HB 3906 is the STAAR testing bill, which aims to address Texas concerns about the state’s standardized exams. The discussion around these exams is highly contentious, and this year was no different—agreement on this bill between the House of Representatives and the Texas Senate could only come through conference committee.
Texas has tested students statewide since 1979. If you’re not the parent of a student required to take the exam, or an educator trying to determine how to achieve significant increases in the percentage of passing rates, the effect of these high-stakes state sponsored exams may not be readily apparent.
The STAAR exam is the state’s measurement of accountability for students, teachers, and schools. Some districts have merit pay systems that reward educators that hit certain targets, and some provide stipends for educators who choose to teach the tested subjects. If students don’t meet target numbers, the school could receive a poor rating that leads to state intervention.
Educators have raised several concerns about the exams, including test language not being on grade level, computer glitches on the electronic version, and the length of testing time required. Essentially, this system is far from perfect and has been problematic for a while. There was even a recent fumble with the 5th grade STAAR exam in which a curse word made its way onto the test in April of this year. Needless to say, Texas faces a lot of testing issues.
HB 3906 addressed some of the problems educators identified. The length of testing time will be reduced, with the test written so most students can complete it in 60-75 minutes rather than the original 120-180 minutes. In addition, administrators will be able to break the exam up over the span of three days, and there will be no more testing on Mondays.

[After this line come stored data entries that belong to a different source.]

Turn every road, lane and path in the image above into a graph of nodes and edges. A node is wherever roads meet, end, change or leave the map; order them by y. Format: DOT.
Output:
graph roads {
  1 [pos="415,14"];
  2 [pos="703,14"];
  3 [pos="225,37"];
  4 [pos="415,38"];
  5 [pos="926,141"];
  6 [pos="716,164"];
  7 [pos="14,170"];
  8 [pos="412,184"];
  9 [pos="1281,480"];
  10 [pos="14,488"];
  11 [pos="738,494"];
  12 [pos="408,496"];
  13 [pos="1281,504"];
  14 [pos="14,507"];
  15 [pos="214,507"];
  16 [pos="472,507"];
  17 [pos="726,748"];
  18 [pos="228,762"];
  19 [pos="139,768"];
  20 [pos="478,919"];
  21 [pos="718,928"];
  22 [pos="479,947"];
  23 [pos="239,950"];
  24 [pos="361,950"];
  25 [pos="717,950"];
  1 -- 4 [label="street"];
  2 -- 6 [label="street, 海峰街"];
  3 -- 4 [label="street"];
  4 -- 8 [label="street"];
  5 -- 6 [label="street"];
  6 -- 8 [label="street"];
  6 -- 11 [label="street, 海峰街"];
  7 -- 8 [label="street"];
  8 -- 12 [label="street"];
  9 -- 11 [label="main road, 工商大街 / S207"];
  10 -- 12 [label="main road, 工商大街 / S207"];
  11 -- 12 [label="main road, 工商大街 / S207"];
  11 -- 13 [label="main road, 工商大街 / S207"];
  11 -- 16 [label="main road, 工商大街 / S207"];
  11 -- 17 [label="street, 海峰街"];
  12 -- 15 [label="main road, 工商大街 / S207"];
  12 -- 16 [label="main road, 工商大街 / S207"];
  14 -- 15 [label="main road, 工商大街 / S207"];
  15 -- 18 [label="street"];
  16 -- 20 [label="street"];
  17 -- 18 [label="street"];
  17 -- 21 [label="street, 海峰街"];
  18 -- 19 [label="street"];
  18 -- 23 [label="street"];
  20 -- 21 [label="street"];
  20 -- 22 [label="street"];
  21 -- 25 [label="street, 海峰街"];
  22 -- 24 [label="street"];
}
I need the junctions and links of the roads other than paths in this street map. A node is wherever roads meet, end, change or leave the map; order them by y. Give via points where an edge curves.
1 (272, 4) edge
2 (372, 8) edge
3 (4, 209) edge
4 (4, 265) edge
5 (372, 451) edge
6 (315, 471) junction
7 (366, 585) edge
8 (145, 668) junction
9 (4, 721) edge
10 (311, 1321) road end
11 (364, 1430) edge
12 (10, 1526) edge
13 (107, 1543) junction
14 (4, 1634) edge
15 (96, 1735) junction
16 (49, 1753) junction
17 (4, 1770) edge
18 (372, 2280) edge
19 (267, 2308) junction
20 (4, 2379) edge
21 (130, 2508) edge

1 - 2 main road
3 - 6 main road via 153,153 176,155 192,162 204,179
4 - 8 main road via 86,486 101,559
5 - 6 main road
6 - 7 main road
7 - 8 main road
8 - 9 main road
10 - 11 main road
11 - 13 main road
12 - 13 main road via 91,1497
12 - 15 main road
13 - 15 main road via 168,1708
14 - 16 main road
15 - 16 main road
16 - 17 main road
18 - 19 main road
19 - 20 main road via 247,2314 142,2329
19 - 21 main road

Beginning in 2021, the writing tests will be taken out of fourth and seventh grades; instead, test-makers will incorporate writing questions on the reading exams for grades 3-8. Starting in 2022, electronic testing will be available for all STAAR exams and students.
As the results to these testing changes become clear, public educators can only hope their voices are heard in the state capitol. Testing in Texas has long needed adjustment, but the tests aren’t going anywhere soon. Will legislators be up to the task?